Abus sexuels: Mgr Morerod et l'abbé Theurillat invitent les fidèles à «aimer la lumière»

«J’avais écrit une lettre pastorale, et je l’ai changée», remarque Mgr Charles Morerod, face à la crise des abus sexuels Dans sa lettre pastorale de Carême, lue le 16 mars 2019 dans toutes les églises, l’évêque de Lausanne, Genève et Fribourg invite à faire la lumière et à ouvrir le dialogue. Jean-Jacques Theurillat, vicaire épiscopal pour le Jura pastoral, a lancé un appel analogue.

«Je ne peux pas ne rien dire des événements qui troublent gravement notre Église et sa crédibilité», estime d’emblée Mgr Morerod. Pour l’évêque, «la mise en lumière de ces abus mérite un jugement d’abord positif, malgré la souffrance qu’elle provoque chez des victimes qui revivent leur drame, mais aussi chez les personnes qui aiment l’Évangile et l’Église. En effet, si la première souffrance des victimes a été l’abus, elle a été redoublée et prolongée par la négation et la dissimulation.»

«Un membre de l’Église souffre-t-il ? Tous les membres souffrent avec lui.»

‘Je n’ai pas à payer pour les fautes des autres!’

Mgr Morerod s’interroge aussi sur la responsabilité collective des fidèles chrétiens. «La grande majorité d’entre nous se dit: ‘Je n’ai pas à payer pour les fautes des autres!’ Oui et non, car même lorsque des abus ont été commis par des prêtres (et évêques), les victimes pointent du doigt une complicité plus large de la ‘société chrétienne’. L’évêque rappelle l’adage de l’apôtre Paul aux Corinthiens: «Un membre [de l’Église] souffre-t-il ? Tous les membres souffrent avec lui.»

Suivant le pape François dans son parallèle entre abus et cléricalisme, Mgr Morerod appelle à «revoir notre point de vue, notamment sur les types d’autorité dans l’Église, qui sont prévus pour servir et non pour favoriser de ridicules vanités, d’utilisation d’autrui pour son propre ego, conduisant à d’odieux esclavages. Je vois ma propre responsabilité à cet égard, mais je ne peux la porter seul.»

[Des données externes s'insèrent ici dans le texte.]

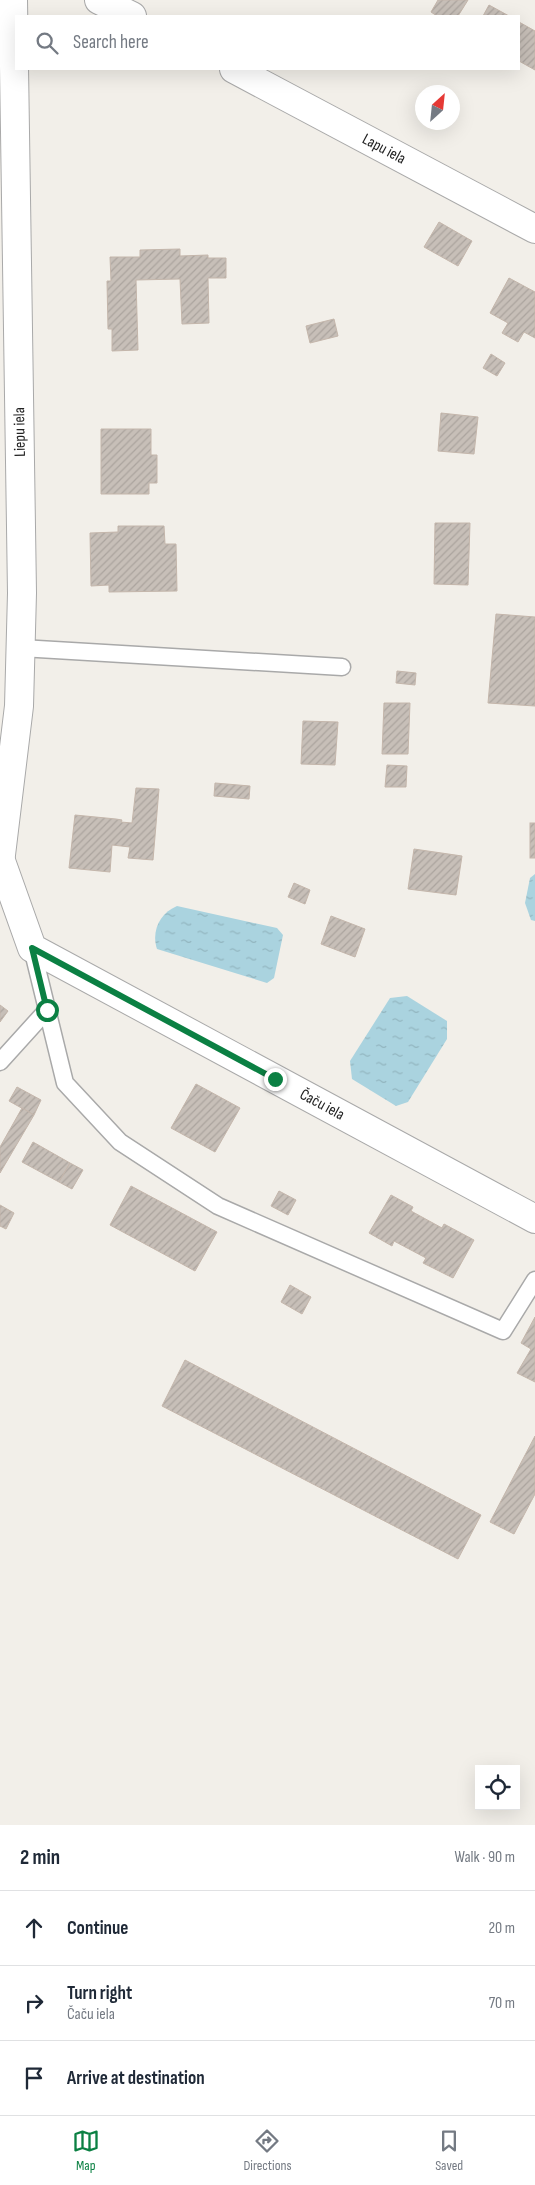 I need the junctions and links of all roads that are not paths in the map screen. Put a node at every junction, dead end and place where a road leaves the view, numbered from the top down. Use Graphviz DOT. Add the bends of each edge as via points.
graph roads {
  1 [pos="13,0"];
  2 [pos="99,0"];
  3 [pos="130,15"];
  4 [pos="236,70"];
  5 [pos="535,229"];
  6 [pos="11,593"];
  7 [pos="21,648"];
  8 [pos="342,667"];
  9 [pos="0,862"];
  10 [pos="32,948"];
  11 [pos="47,1010"];
  12 [pos="0,1062"];
  13 [pos="535,1220"];
  14 [pos="535,1280"];
  1 -- 6 [label="street, Liepu iela"];
  2 -- 3 [label="street"];
  4 -- 5 [label="street, Lapu iela"];
  6 -- 7 [label="street, Liepu iela"];
  7 -- 8 [label="lane"];
  7 -- 9 [label="street, Liepu iela" via="19,706"];
  9 -- 10 [label="street"];
  10 -- 11 [label="lane"];
  10 -- 13 [label="street, Čaču iela"];
  11 -- 12 [label="lane"];
  11 -- 14 [label="lane" via="65,1083 120,1142 218,1206 503,1331"];
}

Aider l’Eglise à se purifier

L’évêque de LGF refuse en outre toute victimisation de l’Eglise. «Je suis témoin de l’aide qu’apportent des victimes et des journalistes quand on accepte le dialogue. Les catholiques qui pensent en ce moment que l’Église est victime d’une campagne de dénigrement sous-estiment la lassitude de personnes qui, en aidant à faire la lumière, désirent souvent aider aussi l’Église à se purifier.» Pour lui, «l’expérience montre que l’Église se réforme sous l’influence de la sainteté de ses membres (typiquement S. François d’Assise), mais aussi sous l’influence de forces apparemment adverses.»

«L’Eglise c’est l’Evangile qui continue»

Le message de l’évêque de LGF se termine sur appel au dialogue. «Notre société risque toujours davantage d’être composée de groupes juxtaposés qui se ferment sur eux-mêmes. […] Ce risque touche évidemment aussi l’Église: ne rentrons pas dans notre coquille face à la critique. Si nous voulons apporter une contribution à la société dans le domaine du dialogue, nous devons le faire aussi au sein de l’Église.»

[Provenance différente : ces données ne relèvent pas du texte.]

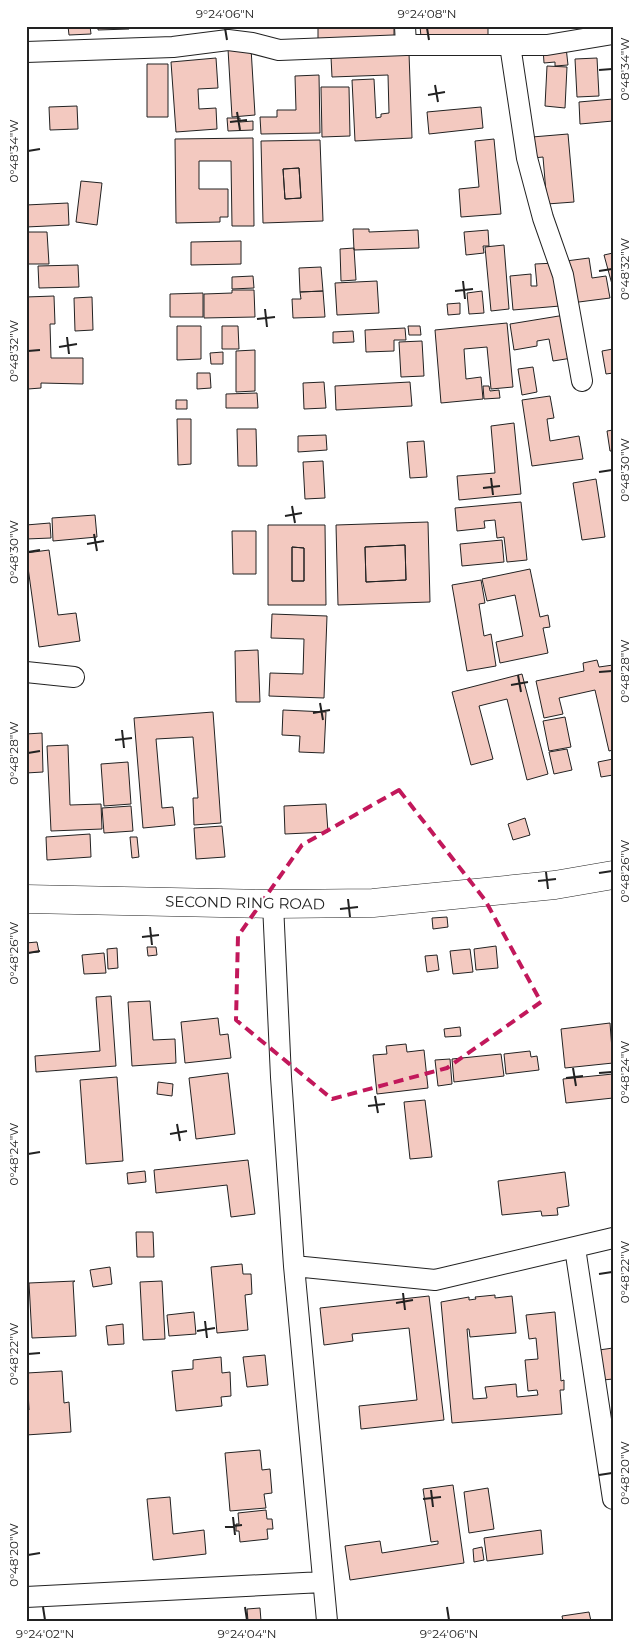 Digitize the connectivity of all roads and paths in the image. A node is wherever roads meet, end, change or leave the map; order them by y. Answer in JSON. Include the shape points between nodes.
{"nodes":[{"id":1,"x":227,"y":33,"type":"edge"},
{"id":2,"x":613,"y":34,"type":"edge"},
{"id":3,"x":405,"y":36,"type":"edge"},
{"id":4,"x":510,"y":45,"type":"junction"},
{"id":5,"x":26,"y":52,"type":"edge"},
{"id":6,"x":582,"y":381,"type":"dead end"},
{"id":7,"x":26,"y":672,"type":"edge"},
{"id":8,"x":74,"y":677,"type":"dead end"},
{"id":9,"x":613,"y":875,"type":"edge"},
{"id":10,"x":26,"y":899,"type":"edge"},
{"id":11,"x":272,"y":904,"type":"junction"},
{"id":12,"x":613,"y":1238,"type":"edge"},
{"id":13,"x":575,"y":1248,"type":"junction"},
{"id":14,"x":294,"y":1266,"type":"junction"},
{"id":15,"x":613,"y":1498,"type":"edge"},
{"id":16,"x":323,"y":1582,"type":"junction"},
{"id":17,"x":26,"y":1597,"type":"edge"},
{"id":18,"x":327,"y":1621,"type":"edge"}],
"edges":[{"from":1,"to":3,"type":"street","via":[[279,50]]},
{"from":1,"to":5,"type":"street","via":[[173,47]]},
{"from":2,"to":4,"type":"street","via":[[547,45]]},
{"from":3,"to":4,"type":"street"},
{"from":4,"to":6,"type":"street","via":[[527,158],[563,275]]},
{"from":7,"to":8,"type":"street"},
{"from":9,"to":11,"type":"street","name":"SECOND RING ROAD","via":[[555,885],[373,903]]},
{"from":10,"to":11,"type":"street","name":"SECOND RING ROAD"},
{"from":11,"to":14,"type":"street"},
{"from":12,"to":13,"type":"street"},
{"from":13,"to":14,"type":"street","via":[[435,1280]]},
{"from":13,"to":15,"type":"street"},
{"from":14,"to":16,"type":"street"},
{"from":16,"to":17,"type":"street"},
{"from":16,"to":18,"type":"street"}]}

«Aimons la lumière, n’en ayons pas peur, et que la souffrance liée à des critiques fondées soit pour toutes les personnes impliquées une occasion de libération! Que notre humiliation nous rende plus fidèles au Christ, afin que l’on puisse voir dans l’Église l’Évangile qui continue!», conclut Mgr Morerod.

«Un aveugle peut-il guider un autre aveugle?»

L’abbé Jean Jacques Theurillat, vicaire épiscopal pour le Jura pastoral, a également évoqué la crise des abus, dans une homélie publiée sur internet. Reprenant l’évangile du 3 mars 2019, il s’interroge: «Un aveugle peut-il guider un autre aveugle? Ne vont-ils pas tomber tous les deux dans un trou? Les responsables de l’Église, ou tout au moins une partie d’entre eux, sont-ils des aveugles qui vont faire tomber tout le peuple de Dieu dans un trou?»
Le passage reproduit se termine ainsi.